Le président Nazarbaïev, dont on retrouve les citations affichées un peu partout dans la ville, ne s'est pas négligé. Outre son fastueux palais présidentiel sur la rive gauche, il a fait construire un Musée du premier président de la République du Kazakhstan... c'est-à-dire lui-même, puisqu'il dirige sans partage les 15 millions de Kazakhs depuis l'indépendance du pays en 1991. Les visiteurs peuvent y découvrir les cadeaux offerts au bien-aimé président par d'autres chefs d'État, ou encore les propres avoirs de celui qui n'a pas manqué de s'enrichir durant son règne.
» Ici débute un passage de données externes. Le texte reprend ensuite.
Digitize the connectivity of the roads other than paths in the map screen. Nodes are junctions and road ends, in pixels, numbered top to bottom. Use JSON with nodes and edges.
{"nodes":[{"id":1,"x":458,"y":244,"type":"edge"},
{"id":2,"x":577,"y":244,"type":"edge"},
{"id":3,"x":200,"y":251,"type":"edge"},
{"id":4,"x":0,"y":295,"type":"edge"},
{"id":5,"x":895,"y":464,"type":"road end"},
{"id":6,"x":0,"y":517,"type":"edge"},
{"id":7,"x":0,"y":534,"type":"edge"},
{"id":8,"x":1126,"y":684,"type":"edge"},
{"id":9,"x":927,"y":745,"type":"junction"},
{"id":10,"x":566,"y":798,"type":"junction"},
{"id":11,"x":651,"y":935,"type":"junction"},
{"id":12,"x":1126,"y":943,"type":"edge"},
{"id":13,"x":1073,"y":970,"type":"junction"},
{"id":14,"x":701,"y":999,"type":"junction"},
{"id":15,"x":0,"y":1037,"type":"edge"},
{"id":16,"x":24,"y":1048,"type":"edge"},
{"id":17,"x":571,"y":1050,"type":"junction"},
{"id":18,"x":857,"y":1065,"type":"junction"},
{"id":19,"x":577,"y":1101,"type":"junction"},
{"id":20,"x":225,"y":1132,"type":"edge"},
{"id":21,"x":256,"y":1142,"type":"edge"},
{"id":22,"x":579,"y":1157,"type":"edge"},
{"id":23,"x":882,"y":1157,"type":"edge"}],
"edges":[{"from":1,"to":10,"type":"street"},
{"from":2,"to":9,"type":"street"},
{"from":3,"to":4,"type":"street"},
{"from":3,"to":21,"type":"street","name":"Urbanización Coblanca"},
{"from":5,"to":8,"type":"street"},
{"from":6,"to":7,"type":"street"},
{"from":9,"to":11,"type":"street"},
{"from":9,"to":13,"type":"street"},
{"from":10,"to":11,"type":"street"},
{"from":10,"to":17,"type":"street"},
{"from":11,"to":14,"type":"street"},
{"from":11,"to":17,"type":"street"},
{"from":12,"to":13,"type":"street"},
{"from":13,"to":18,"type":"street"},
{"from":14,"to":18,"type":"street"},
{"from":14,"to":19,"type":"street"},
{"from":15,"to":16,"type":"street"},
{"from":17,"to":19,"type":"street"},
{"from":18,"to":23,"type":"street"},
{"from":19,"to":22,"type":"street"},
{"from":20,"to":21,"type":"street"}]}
Astana dispose de la plupart des installations essentielles à une capitale, de l'aéroport international aux restaurants et hôtels chic, en passant par ses grands centres commerciaux à l'occidentale et ses parcs. Seule véritable ombre au tableau: la ville a été construite si rapidement que plusieurs édifices sont à peine complétés qu'ils tombent déjà en ruine.

Dans l'ivresse du début, le gouvernement kazakh a donné des terrains à n'importe quel entrepreneur prêt à construire quelque chose. Aujourd'hui, les responsables de l'urbanisme assurent avoir appris de leurs erreurs et promettent que le développement sera plus ordonné et de meilleure qualité à l'avenir.

La compagnie aérienne nationale Air Astana relie la capitale kazakhe à Moscou, Amsterdam, Londres et Francfort. Le voyage peut toutefois s'avérer assez cher. Le centre aérien du pays demeure Almaty. Il existe un train de nuit rapide (12 heures) entre les deux villes.